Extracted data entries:
▬▬▬▬▬▬▬▬▬▬
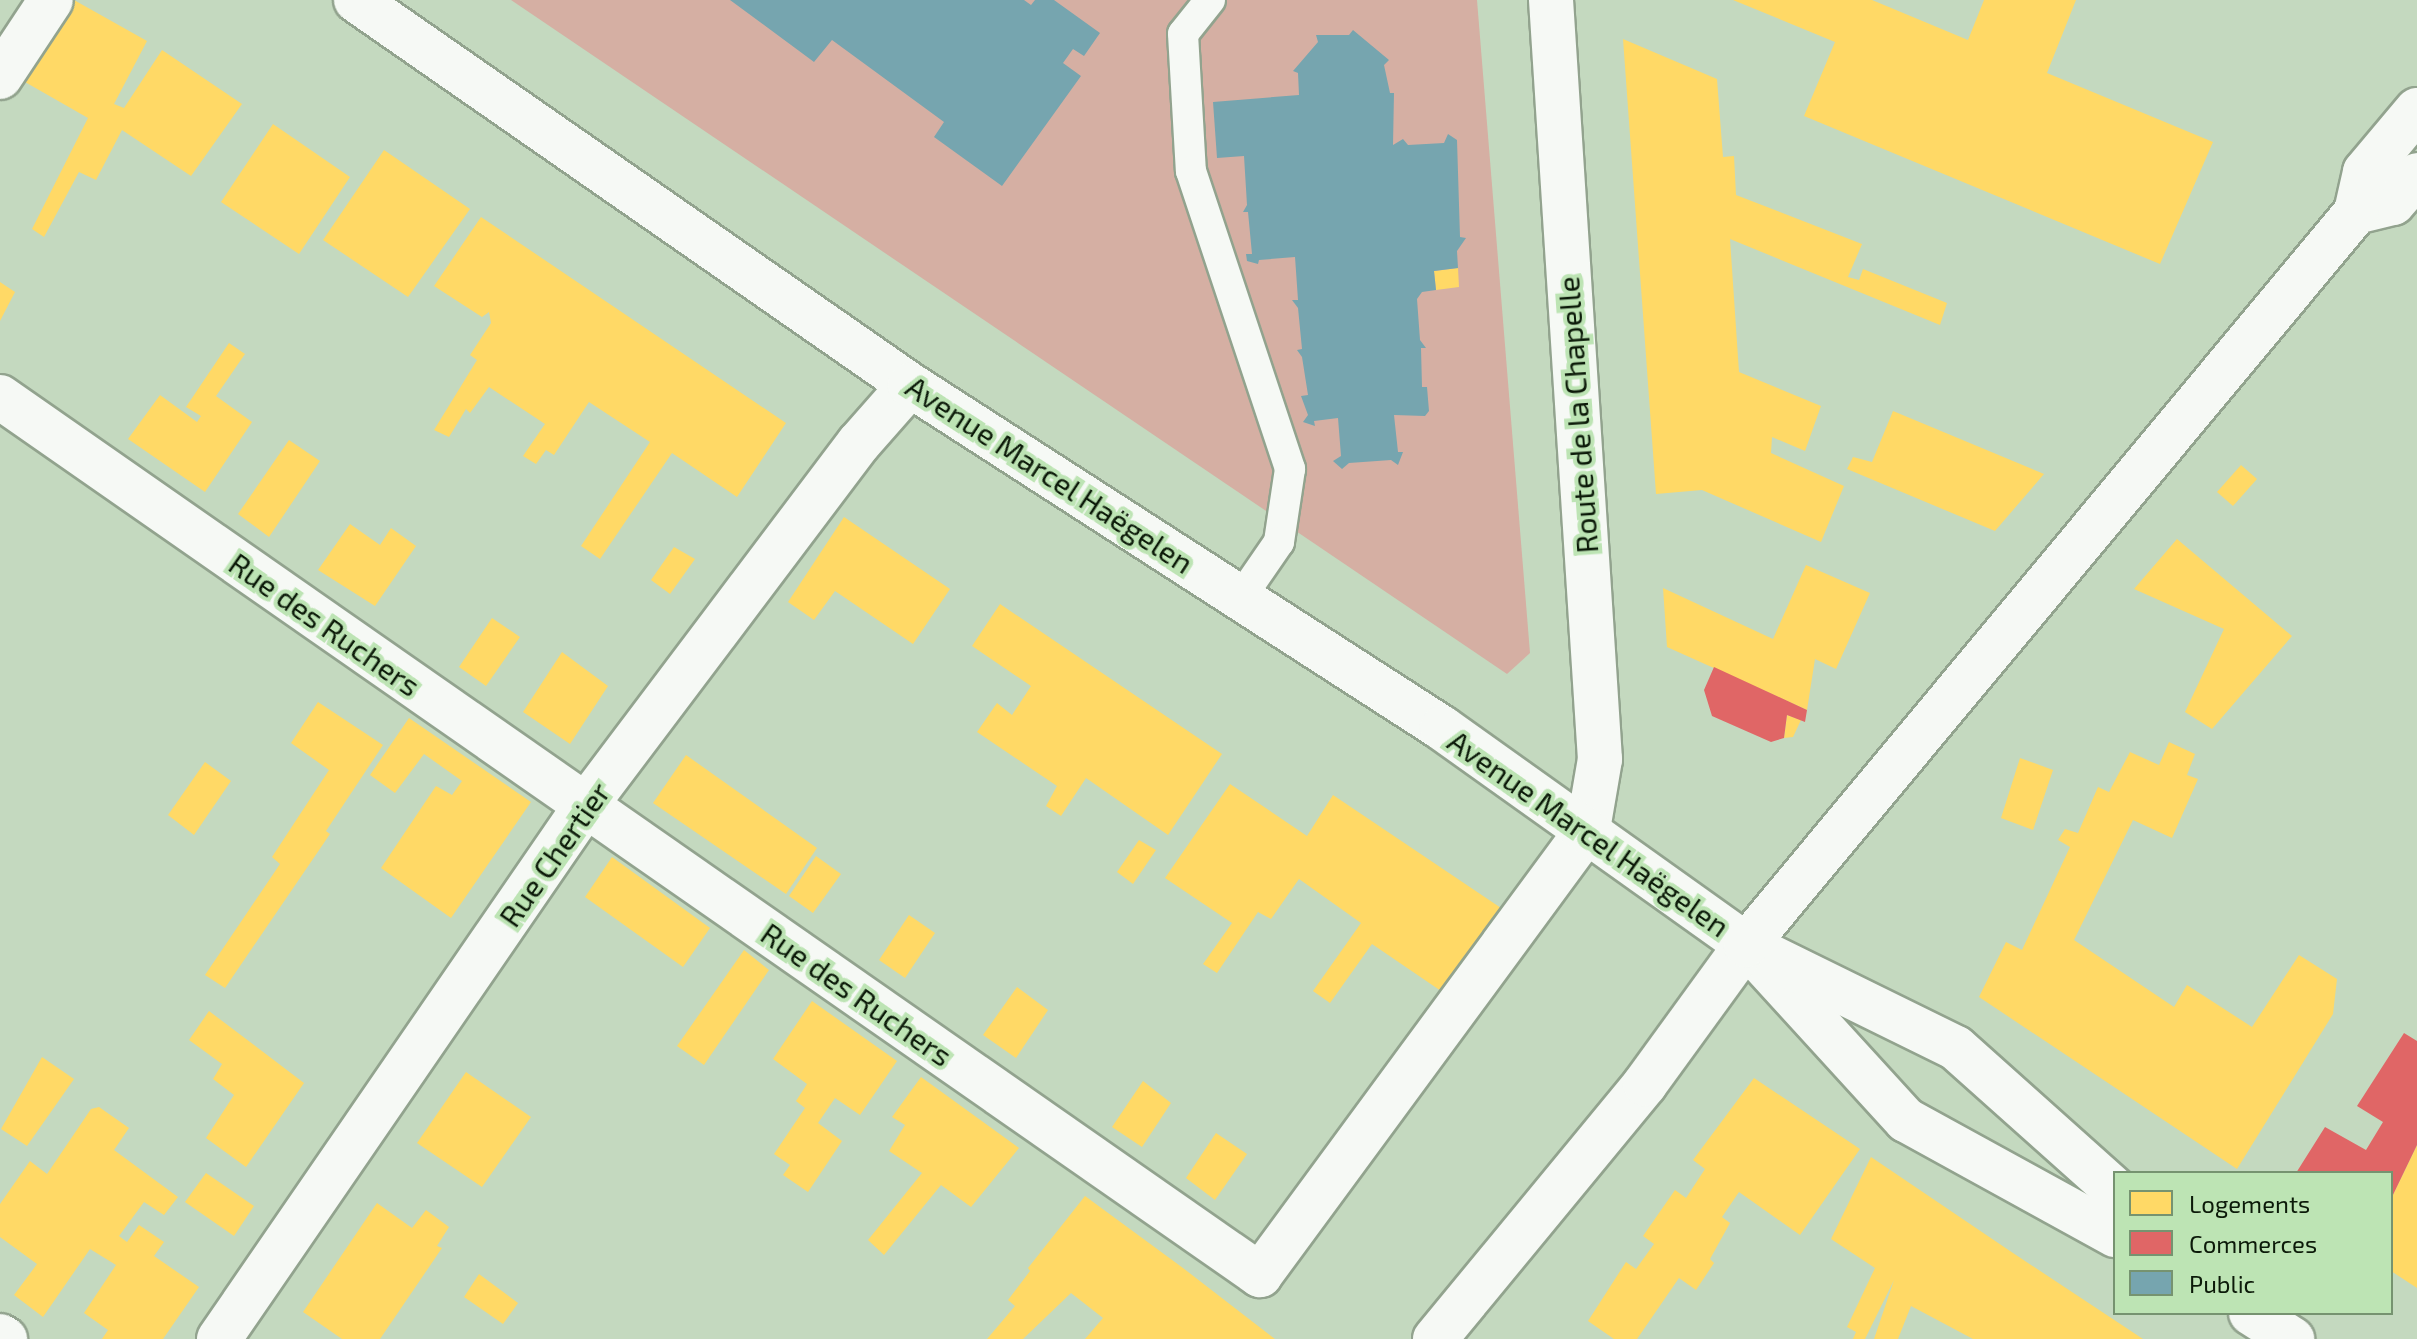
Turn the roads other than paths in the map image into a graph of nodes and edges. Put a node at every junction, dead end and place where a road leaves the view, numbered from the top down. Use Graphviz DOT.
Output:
graph roads {
  1 [pos="51,0"];
  2 [pos="356,0"];
  3 [pos="1551,0"];
  4 [pos="1194,5"];
  5 [pos="0,77"];
  6 [pos="2417,110"];
  7 [pos="2417,175"];
  8 [pos="2356,212"];
  9 [pos="910,385"];
  10 [pos="0,397"];
  11 [pos="1241,597"];
  12 [pos="586,805"];
  13 [pos="1588,829"];
  14 [pos="1746,945"];
  15 [pos="2113,1188"];
  16 [pos="2113,1234"];
  17 [pos="0,1336"];
  18 [pos="5,1339"];
  19 [pos="219,1339"];
  20 [pos="1435,1339"];
  1 -- 5 [label="main road"];
  2 -- 9 [label="main road, Avenue Marcel Haëgelen"];
  3 -- 13 [label="main road, Route de la Chapelle"];
  4 -- 11 [label="lane"];
  6 -- 8 [label="main road"];
  7 -- 8 [label="main road"];
  8 -- 14 [label="main road"];
  9 -- 11 [label="main road, Avenue Marcel Haëgelen"];
  9 -- 12 [label="main road, Rue Chertier"];
  10 -- 12 [label="main road, Rue des Ruchers"];
  11 -- 13 [label="main road, Avenue Marcel Haëgelen"];
  12 -- 13 [label="main road, Rue des Ruchers"];
  12 -- 19 [label="main road, Rue Chertier"];
  13 -- 14 [label="main road, Avenue Marcel Haëgelen"];
  14 -- 15 [label="main road"];
  14 -- 16 [label="main road"];
  14 -- 20 [label="main road"];
  17 -- 18 [label="main road"];
}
▬▬▬▬▬▬▬▬▬▬
**Exercise**. Make a copy of each line in the records that has the word "Chertier".

**Task result**.
  9 -- 12 [label="main road, Rue Chertier"];
  12 -- 19 [label="main road, Rue Chertier"];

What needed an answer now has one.